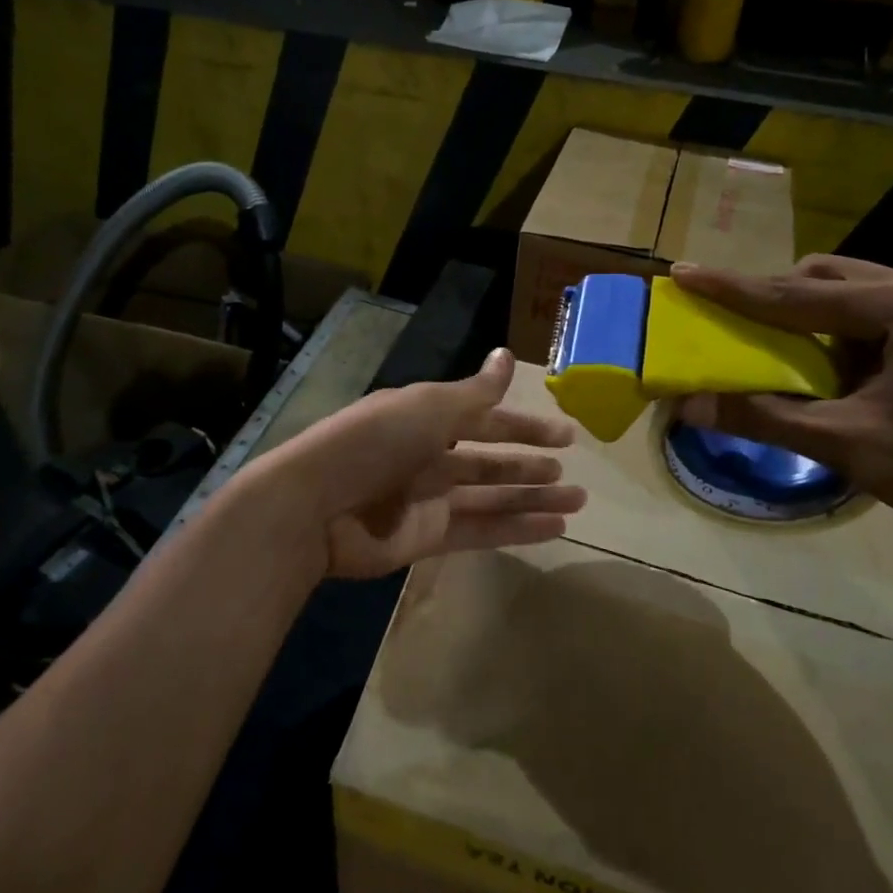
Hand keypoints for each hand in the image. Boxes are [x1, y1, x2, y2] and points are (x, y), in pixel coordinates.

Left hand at [256, 347, 584, 580]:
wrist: (315, 506)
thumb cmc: (373, 443)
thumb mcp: (428, 408)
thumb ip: (474, 392)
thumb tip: (507, 355)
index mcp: (425, 419)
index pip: (484, 420)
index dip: (524, 427)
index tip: (565, 435)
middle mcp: (428, 457)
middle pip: (490, 461)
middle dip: (530, 466)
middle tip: (571, 474)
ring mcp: (428, 500)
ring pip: (492, 497)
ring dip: (533, 499)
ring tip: (577, 501)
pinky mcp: (427, 538)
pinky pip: (481, 531)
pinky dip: (517, 530)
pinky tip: (554, 529)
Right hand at [671, 257, 892, 543]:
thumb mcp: (851, 445)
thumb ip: (767, 419)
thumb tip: (689, 406)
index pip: (795, 292)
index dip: (732, 287)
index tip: (683, 273)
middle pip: (827, 276)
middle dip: (778, 298)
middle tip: (745, 330)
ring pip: (855, 293)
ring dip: (814, 319)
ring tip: (795, 362)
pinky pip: (879, 317)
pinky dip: (846, 337)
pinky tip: (845, 379)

● ● ●

Copy all of the entries verbatim, leaving out any pictures they contain.

Hand keypoints for each hand in the image. Boxes are [x1, y1, x2, y2] and points are (x, y), in pixel coordinates.

Left hand at [256, 347, 584, 580]:
wrist: (315, 506)
thumb cmc: (373, 443)
thumb mcp: (428, 408)
thumb ip: (474, 392)
thumb tip: (507, 355)
index mcp: (425, 419)
index pip: (484, 420)
index dip: (524, 427)
index tip: (565, 435)
middle mcp: (428, 457)
middle pip: (490, 461)
middle dip: (530, 466)
middle tip: (571, 474)
ring mcp: (428, 500)
ring pip: (492, 497)
ring dip: (533, 499)
ring tip: (577, 501)
pinky mcp: (427, 538)
pinky pip: (481, 531)
pinky dip: (517, 530)
pinky tip: (554, 529)
Right hand at [671, 257, 892, 543]:
thumb mcp: (851, 445)
thumb ip: (767, 419)
thumb tip: (689, 406)
index pip: (795, 292)
index dip: (732, 287)
index tip: (683, 273)
middle pip: (827, 276)
middle dip: (778, 298)
middle tip: (745, 330)
ring pip: (855, 293)
ring dip: (814, 319)
ring tip: (795, 362)
pinky pip: (879, 317)
pinky dip: (846, 337)
pinky tip: (845, 379)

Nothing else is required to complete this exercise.